Gli ultimi dati sulla produzione industriale made in Italy, dicono che a novembre 2004 le perdite maggiori le hanno vissute i settori della pelle e calzature che, rispetto al mese prima, hanno perso il 16,3%. «Una situazione molto grave. Nei fatti il 2004, racconta il presidente dell'Anci, Rossano Soldini, è il terzo anno consecutivo di congiuntura negativa. E il futuro non si prospetta migliore. A meno che vengano rese operative le richieste che abbiamo presentato nei giorni scorsi ai ministri competenti, con l'obiettivo di permettere ai produttori italiani di giocare ad armi pari con i concorrenti di Cina e Estremo Oriente».
«Certo è che per mettere in pratica le contromisure necessarie, dobbiamo ragionare con una logica europea», dice l'imprenditore e designer Vito Artioli che di estero ne sa qualcosa: il 99% delle collezioni che escono dai suoi stabilimenti di Tradate («destinate a un pubblico molto selezionato», tiene a dire) prendono la strada delle capitali mondiali della moda. Ma soprattutto dal suo osservatorio di presidente del Consorzio europeo moda e calzature suggerisce: «Dobbiamo imparare a fare partnership produttive, distributive con gli spagnoli, i francesi e tutti gli altri.
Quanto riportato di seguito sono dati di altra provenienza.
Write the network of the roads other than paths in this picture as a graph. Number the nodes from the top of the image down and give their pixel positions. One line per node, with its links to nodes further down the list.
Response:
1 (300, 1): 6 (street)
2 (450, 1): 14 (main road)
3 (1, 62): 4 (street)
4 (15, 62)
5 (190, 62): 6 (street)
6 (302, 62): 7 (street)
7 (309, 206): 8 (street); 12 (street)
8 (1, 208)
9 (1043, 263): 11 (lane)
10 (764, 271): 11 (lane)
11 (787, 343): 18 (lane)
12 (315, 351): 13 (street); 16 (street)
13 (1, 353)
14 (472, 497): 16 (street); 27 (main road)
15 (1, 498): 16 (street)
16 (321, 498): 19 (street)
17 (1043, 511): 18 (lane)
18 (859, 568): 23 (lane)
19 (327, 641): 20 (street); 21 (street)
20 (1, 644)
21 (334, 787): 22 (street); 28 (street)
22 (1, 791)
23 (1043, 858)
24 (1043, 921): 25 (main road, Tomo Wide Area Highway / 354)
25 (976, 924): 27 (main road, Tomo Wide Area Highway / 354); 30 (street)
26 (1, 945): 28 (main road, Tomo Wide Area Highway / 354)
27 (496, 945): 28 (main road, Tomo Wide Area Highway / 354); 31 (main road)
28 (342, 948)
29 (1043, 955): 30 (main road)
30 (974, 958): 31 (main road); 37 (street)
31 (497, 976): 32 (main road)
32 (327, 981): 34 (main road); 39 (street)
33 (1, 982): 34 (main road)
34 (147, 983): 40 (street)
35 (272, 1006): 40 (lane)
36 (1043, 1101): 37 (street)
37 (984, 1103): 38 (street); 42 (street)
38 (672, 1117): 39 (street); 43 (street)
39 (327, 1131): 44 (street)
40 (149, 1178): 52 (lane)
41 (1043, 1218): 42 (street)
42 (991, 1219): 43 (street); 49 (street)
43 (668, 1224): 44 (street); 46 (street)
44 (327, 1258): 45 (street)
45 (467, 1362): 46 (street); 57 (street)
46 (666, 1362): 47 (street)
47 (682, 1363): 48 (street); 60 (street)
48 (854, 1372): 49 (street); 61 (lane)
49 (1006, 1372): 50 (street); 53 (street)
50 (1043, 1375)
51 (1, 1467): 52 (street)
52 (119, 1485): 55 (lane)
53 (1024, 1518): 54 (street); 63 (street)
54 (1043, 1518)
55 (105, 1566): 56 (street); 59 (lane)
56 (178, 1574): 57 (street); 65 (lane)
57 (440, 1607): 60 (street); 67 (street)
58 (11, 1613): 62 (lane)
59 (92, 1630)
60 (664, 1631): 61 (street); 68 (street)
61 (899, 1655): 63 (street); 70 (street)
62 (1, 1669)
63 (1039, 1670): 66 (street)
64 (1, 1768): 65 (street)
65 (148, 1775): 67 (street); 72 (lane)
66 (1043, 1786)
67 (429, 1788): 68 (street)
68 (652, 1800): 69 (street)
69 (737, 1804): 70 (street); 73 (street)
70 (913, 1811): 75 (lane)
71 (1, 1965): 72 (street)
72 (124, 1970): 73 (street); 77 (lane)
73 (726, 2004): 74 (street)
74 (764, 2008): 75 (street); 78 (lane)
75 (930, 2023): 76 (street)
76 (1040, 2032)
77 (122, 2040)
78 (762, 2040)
Difendere il made in Italy contro un gigante come la Cina è un'impresa titanica».
Dello stesso avviso GianBeppe Moreschi, presidente della storica azienda di Vigevano che in controtendenza rispetto alla crisi del settore, a settembre dell'anno scorso ha fatto un investimento corposo aprendo un grande stabilimento (super attrezzato con annesso asilo nido per i figli dei dipendenti) dove ha riunito tutte le attività. La ricetta Moreschi per spalmare il rischio paese, è stato quello di diversificare moltissimo i mercati dell'export. Grosso modo, non più del 10% delle produzioni per ciascun paese. Con due grosse ripartizioni: 50% Europa (di cui 25% Italia) e 50% resto del mondo.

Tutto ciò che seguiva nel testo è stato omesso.